▶
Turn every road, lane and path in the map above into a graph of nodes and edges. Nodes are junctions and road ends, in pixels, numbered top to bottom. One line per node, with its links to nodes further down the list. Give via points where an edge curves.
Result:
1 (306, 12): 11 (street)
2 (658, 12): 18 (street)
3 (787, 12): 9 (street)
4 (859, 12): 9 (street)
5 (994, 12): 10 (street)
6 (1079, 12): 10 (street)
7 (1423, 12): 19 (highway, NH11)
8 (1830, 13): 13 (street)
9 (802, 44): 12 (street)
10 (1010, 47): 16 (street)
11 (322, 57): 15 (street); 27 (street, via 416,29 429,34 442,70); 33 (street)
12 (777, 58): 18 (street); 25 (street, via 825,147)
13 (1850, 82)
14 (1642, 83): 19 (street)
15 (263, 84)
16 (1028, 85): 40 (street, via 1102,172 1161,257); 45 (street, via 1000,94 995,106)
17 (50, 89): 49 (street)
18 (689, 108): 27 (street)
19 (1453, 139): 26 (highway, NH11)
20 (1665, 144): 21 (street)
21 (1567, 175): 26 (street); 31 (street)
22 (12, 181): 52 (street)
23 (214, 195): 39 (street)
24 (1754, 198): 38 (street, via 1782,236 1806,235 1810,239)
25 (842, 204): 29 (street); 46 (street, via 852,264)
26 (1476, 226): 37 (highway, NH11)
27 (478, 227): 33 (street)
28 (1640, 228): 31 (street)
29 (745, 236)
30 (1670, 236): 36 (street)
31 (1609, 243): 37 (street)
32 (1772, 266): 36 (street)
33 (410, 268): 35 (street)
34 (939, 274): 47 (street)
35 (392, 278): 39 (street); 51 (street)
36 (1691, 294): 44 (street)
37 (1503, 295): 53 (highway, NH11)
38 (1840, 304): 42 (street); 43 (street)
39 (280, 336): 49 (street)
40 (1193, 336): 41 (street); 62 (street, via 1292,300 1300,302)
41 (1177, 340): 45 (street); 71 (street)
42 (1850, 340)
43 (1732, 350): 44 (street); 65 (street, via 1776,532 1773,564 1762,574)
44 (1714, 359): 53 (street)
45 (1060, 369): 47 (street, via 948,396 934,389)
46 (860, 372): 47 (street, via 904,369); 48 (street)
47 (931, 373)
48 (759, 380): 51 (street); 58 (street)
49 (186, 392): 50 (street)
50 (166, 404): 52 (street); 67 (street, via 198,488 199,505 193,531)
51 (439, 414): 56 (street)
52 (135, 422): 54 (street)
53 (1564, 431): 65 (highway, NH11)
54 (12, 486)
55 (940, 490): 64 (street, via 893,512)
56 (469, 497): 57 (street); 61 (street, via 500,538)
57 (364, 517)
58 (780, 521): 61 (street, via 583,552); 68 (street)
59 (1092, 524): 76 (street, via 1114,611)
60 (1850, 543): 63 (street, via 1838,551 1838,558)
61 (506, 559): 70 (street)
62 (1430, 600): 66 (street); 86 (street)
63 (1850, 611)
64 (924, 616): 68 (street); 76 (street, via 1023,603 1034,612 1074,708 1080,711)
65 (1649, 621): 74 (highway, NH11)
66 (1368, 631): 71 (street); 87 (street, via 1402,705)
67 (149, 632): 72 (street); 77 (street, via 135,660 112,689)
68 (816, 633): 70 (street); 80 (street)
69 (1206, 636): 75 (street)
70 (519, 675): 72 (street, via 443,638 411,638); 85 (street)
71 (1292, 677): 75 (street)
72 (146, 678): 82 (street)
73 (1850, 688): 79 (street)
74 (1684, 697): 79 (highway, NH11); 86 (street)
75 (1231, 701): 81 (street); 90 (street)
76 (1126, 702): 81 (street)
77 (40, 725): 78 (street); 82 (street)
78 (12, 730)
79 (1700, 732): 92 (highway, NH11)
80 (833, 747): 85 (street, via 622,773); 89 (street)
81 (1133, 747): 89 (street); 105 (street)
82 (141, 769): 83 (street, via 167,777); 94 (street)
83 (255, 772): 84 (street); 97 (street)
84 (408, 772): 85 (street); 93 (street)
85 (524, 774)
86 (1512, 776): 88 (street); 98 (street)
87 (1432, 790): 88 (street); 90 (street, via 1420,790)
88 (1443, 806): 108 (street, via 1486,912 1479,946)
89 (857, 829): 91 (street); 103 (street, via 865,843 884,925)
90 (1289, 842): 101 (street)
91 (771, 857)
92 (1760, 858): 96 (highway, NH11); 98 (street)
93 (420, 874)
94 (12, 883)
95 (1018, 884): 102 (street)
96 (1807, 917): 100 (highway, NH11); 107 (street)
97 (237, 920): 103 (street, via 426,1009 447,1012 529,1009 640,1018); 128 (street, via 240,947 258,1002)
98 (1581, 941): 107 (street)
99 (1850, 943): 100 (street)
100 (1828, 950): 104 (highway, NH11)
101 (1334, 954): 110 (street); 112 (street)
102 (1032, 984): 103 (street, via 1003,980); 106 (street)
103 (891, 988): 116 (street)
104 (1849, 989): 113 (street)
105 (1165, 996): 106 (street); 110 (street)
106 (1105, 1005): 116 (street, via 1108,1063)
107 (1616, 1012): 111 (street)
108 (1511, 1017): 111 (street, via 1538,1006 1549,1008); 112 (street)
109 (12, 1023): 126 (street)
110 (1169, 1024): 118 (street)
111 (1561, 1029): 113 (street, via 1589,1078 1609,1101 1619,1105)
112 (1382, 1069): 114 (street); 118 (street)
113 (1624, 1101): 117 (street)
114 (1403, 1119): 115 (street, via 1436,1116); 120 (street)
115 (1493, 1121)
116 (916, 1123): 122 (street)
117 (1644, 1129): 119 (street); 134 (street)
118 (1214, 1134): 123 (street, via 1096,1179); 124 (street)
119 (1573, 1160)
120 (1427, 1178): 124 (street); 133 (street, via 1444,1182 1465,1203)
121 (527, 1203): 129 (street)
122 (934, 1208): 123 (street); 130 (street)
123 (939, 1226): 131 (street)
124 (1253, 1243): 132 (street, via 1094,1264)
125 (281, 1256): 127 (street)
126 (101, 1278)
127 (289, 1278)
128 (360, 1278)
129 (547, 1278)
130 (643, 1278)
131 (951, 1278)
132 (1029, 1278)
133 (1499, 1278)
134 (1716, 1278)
◀
## [Brief]
Nothing but a number should be returned: how many lines of the listing include "highway".

## [Result of this exercise]
11